• SOURCE MATERIAL:

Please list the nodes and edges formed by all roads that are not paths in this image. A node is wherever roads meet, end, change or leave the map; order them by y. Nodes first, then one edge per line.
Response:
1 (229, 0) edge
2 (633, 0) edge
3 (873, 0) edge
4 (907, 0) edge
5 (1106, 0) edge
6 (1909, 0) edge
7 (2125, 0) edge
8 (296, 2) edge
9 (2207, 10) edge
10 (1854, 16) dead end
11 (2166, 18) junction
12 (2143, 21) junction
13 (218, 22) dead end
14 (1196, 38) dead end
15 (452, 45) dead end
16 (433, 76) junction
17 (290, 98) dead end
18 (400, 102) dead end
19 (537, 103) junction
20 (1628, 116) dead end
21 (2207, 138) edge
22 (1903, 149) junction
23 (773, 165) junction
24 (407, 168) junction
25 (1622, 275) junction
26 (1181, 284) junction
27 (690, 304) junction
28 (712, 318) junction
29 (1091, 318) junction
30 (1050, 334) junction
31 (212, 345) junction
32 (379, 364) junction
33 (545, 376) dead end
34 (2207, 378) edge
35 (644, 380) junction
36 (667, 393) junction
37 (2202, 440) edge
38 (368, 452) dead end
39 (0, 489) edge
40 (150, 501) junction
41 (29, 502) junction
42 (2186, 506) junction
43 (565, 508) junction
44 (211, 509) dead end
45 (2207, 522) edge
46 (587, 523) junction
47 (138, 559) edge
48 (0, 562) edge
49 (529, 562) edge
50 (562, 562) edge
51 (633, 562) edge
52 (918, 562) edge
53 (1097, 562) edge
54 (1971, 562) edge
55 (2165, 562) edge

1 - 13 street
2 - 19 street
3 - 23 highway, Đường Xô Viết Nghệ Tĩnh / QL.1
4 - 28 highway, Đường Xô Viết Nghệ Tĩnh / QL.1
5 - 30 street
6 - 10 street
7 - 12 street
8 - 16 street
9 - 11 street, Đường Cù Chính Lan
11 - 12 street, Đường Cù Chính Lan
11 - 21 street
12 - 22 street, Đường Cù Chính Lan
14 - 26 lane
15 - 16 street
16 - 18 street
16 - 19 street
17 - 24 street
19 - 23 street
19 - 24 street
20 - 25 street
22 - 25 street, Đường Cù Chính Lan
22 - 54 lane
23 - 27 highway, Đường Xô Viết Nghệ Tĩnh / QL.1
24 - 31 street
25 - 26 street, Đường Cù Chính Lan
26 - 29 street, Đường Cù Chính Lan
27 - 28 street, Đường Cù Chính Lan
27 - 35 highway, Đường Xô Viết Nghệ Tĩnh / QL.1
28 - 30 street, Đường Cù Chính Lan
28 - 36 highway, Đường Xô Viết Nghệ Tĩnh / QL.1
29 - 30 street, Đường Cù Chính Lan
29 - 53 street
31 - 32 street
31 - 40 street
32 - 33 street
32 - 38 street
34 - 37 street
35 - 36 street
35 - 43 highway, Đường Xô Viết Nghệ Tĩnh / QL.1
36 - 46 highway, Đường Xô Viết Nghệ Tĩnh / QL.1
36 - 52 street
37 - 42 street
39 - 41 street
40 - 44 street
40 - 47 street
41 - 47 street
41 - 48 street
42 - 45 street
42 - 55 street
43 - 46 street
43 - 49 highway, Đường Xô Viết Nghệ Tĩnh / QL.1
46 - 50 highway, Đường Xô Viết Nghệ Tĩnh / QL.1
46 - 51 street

• WORK REQUIRED:
All lines above that include the word "dead" should be located and copied.

• SOLUTION TO THE EXERCISE:
10 (1854, 16) dead end
13 (218, 22) dead end
14 (1196, 38) dead end
15 (452, 45) dead end
17 (290, 98) dead end
18 (400, 102) dead end
20 (1628, 116) dead end
33 (545, 376) dead end
38 (368, 452) dead end
44 (211, 509) dead end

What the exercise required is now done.